Crusty bread baking:
To form a thick crust, chewy which is typical of artisan breads, follow these instructions: Place a large shallow pan, metal in the oven on the bottom shelf. Hot water is poured into the mold to create steam in the oven. (High heat is hard on pans for not using one of the best pots and don 't use a glass or ceramic may be broken.) A sheet pan is ideal age. Fill a spray bottle with water. You will use this to spray water in the oven to create steam further.

Preheat oven to 425 degrees. When the oven is hot and the bread has fully risen and is soft and puffy - being very careful not to burn with the rising steam and with a hand PERMITTED turn your head and pour two or three cups of very hot water in the tray in the oven. Quickly close the oven door to capture the steam. With spray bottle in hand, open the door and spray the oven walls quickly to create more steam and close the door. The oven is ready for breads.

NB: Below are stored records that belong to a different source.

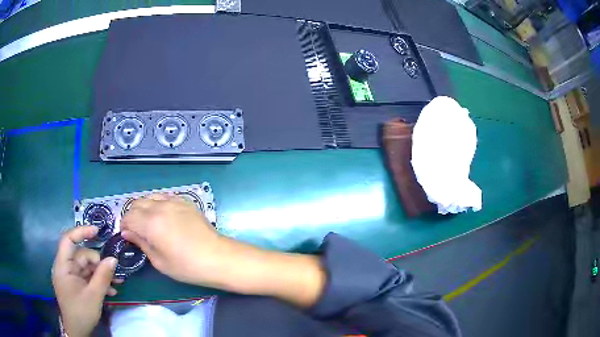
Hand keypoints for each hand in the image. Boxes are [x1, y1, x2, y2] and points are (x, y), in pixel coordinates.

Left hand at [52, 226, 120, 336]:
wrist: (78, 332)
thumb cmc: (81, 312)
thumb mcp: (94, 296)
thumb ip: (103, 276)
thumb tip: (113, 259)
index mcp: (63, 266)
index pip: (68, 240)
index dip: (81, 232)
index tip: (97, 231)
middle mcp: (65, 268)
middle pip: (81, 256)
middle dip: (98, 263)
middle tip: (115, 273)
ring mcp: (70, 277)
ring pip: (86, 268)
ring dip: (101, 274)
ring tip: (117, 283)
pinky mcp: (76, 285)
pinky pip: (87, 278)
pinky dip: (98, 282)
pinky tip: (111, 291)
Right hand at [120, 194, 224, 285]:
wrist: (218, 258)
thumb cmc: (187, 266)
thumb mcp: (159, 261)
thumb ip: (141, 243)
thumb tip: (127, 233)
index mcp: (151, 223)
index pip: (129, 216)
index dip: (124, 226)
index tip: (126, 235)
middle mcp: (160, 207)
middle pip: (137, 203)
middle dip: (132, 215)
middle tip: (136, 230)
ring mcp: (174, 201)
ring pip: (150, 197)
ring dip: (144, 208)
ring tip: (148, 223)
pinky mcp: (185, 202)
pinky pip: (164, 196)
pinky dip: (157, 203)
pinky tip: (162, 216)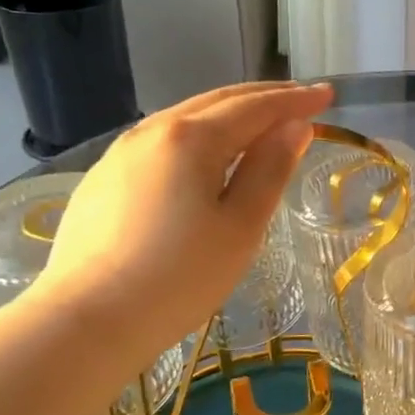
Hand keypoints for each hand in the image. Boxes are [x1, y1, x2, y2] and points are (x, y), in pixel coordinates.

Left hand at [34, 81, 332, 358]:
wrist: (87, 320)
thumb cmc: (179, 277)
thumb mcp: (240, 226)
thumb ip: (270, 169)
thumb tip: (294, 127)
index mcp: (192, 138)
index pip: (255, 107)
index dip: (294, 100)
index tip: (327, 94)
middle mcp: (153, 131)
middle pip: (218, 100)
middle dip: (264, 97)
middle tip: (300, 99)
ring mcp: (121, 153)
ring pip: (186, 117)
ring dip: (229, 112)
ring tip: (260, 120)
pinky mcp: (103, 178)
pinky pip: (162, 139)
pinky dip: (198, 133)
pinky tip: (205, 152)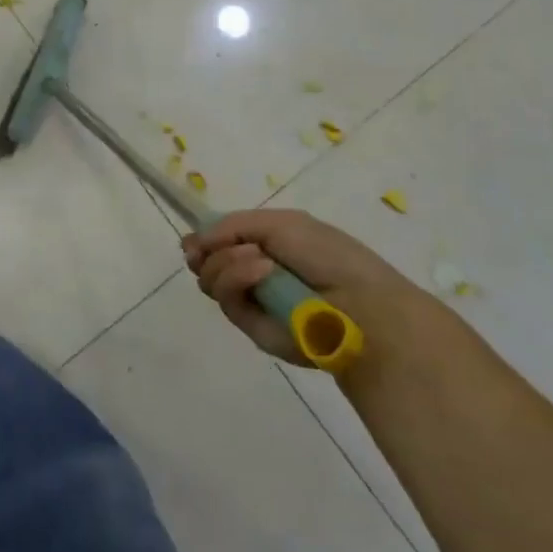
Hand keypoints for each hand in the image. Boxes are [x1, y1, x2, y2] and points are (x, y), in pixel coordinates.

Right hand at [183, 208, 435, 372]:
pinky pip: (226, 300)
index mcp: (264, 246)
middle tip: (211, 246)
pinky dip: (237, 279)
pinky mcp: (252, 328)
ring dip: (226, 262)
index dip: (203, 238)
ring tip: (259, 259)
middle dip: (205, 250)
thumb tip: (192, 241)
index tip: (194, 238)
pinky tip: (261, 271)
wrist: (360, 303)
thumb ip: (232, 225)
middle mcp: (253, 274)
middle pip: (205, 261)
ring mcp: (252, 302)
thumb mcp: (280, 223)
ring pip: (209, 279)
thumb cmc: (328, 255)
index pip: (220, 242)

Work quickly to get the bread in the oven before the steam subsides. Gently invert the bread loaves on a lightly greased non-insulated in a baking pan a little cornmeal has been dusted. With your sharpest knife, quickly make two or three slashes 1/4-inch deep on top of each loaf. This venting of steam in the pan and allow the bread to expand properly. Immediately place the pan in the steam oven. After a few minutes, open the door and spray the walls again to load the steam. Do this twice more during the first fifteen minutes of cooking. This steamy environment will create the chewy crust prized in artisan breads.

Allow the bread oven to 425 degrees for fifteen minutes in the hot steam oven, then reduce heat to 375 degrees and bake for a total of 35 to 40 minutes. Check the bread ten minutes before cooking is complete. If the top is browning too quickly, tent the pan with aluminum foil for the rest of the cooking to avoid burning. The bread is done when the bark becomes dark golden color temperature inside reaches 210 degrees. It is important that the bread is thoroughly cooked to drive moisture from the loaf. If the bread is baked, the excess moisture to migrate to the surface which no longer has the dry crust of bread to chew a great craftsman.

This sourdough bread is to die. The prolonged rising gives the yeast a lot of time to convert the starch into sugars and the friendly bacteria the opportunity to impart their flavors like walnut.